A higher analytical sensitivity uniformity was demonstrated for qPCR-kDNA in the analysis among different T. cruzi DTUs than that observed for qPCR-satDNA, due to the latter method being less sensitive for some TcI and TcIV strains, indicating a lower copy number of the satellite nuclear sequences in their genomes. That is, the copy number of the target satDNA can vary greatly depending on the T. cruzi strain.

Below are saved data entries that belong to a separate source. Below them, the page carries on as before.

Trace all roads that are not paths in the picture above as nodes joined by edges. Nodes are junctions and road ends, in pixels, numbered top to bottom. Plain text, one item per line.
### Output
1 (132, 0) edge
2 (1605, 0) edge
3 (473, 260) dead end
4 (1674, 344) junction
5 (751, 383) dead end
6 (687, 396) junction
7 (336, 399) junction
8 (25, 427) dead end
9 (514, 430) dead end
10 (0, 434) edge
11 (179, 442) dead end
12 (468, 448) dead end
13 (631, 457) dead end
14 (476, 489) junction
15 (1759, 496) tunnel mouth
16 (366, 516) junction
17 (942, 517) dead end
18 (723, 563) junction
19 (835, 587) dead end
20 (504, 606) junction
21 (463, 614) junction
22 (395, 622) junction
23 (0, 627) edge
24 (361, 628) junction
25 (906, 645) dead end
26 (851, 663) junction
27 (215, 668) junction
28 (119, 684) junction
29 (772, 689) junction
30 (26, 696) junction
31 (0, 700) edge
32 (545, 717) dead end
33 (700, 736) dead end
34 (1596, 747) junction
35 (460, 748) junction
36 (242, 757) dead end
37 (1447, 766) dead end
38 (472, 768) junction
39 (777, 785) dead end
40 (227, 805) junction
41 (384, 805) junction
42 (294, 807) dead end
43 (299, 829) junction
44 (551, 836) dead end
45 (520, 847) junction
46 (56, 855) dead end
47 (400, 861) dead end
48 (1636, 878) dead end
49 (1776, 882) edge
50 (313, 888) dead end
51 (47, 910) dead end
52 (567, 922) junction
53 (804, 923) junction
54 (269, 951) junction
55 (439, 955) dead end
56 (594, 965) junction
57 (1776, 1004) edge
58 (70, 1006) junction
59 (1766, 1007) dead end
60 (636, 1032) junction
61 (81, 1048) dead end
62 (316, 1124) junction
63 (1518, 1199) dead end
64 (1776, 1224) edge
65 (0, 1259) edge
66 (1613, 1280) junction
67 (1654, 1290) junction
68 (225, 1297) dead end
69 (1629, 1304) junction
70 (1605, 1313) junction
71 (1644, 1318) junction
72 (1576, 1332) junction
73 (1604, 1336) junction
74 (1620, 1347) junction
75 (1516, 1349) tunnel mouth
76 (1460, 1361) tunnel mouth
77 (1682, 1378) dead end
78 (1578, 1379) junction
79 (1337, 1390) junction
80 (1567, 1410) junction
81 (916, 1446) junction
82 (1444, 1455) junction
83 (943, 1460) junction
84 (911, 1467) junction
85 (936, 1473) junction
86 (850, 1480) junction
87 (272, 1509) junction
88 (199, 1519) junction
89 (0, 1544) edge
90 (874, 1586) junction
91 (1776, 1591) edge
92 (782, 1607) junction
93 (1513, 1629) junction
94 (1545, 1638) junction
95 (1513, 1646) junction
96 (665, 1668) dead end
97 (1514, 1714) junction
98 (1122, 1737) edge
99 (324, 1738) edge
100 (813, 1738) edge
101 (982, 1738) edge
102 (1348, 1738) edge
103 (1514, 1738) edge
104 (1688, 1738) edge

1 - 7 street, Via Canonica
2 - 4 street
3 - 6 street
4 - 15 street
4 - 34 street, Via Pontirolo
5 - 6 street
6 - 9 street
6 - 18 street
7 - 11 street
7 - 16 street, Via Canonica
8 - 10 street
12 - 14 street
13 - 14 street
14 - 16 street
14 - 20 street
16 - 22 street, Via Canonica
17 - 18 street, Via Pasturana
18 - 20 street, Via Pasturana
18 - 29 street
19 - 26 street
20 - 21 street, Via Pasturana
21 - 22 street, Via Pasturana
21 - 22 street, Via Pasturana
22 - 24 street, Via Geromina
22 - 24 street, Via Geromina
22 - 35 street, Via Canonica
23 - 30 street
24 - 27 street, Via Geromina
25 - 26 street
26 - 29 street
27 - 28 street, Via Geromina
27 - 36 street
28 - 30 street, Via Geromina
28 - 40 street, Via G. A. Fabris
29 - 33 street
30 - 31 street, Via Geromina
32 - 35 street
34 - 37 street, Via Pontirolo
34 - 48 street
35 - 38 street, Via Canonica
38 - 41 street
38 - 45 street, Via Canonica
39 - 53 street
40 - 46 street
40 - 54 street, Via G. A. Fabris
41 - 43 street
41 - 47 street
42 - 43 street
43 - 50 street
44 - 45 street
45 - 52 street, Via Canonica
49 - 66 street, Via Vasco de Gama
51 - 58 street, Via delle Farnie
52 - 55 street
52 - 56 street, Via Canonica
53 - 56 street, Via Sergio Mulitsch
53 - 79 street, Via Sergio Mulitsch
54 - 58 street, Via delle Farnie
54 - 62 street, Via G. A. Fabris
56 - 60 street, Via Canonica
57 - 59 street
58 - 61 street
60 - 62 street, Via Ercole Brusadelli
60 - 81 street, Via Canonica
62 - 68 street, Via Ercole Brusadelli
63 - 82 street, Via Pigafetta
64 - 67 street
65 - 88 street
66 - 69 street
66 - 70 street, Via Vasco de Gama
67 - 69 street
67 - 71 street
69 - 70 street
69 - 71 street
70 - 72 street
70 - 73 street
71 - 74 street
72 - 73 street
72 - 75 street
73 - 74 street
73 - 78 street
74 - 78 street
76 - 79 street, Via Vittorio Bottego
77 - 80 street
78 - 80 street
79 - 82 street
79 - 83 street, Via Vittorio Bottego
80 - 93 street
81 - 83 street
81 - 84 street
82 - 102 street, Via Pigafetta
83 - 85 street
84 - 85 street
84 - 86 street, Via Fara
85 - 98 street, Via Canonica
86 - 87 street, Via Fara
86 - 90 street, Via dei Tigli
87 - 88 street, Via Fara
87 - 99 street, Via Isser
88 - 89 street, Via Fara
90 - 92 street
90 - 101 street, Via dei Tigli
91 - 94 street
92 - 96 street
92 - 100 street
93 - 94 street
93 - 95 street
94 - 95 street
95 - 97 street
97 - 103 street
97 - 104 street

The analytical parameters comparison for both qPCR methods, suggests a higher sensitivity of the kDNA target for the detection and quantification of samples with low parasite loads, but with lower specificity than satDNA (mainly in relation to T. rangeli detection). However, clinical samples analyses showed high concordance, in sensitivity and parasite loads terms, determined by both qPCR tests (satDNA and kDNA). In this paper, the authors discuss the appropriate application of each method depending on the epidemiological and/or T. cruzi infection clinical scenarios (Ramírez et al., 2015). Regardless of the target selected, qPCR assays can be sensitive enough to detect a single parasite presence from a 5 mL blood sample. However, to perform quantitative qPCR assays, the laboratory must be equipped with a real-time thermal cycler and the corresponding software. This should be considered for laboratories with a low budget that do not routinely perform real-time PCR tests and therefore do not have such equipment.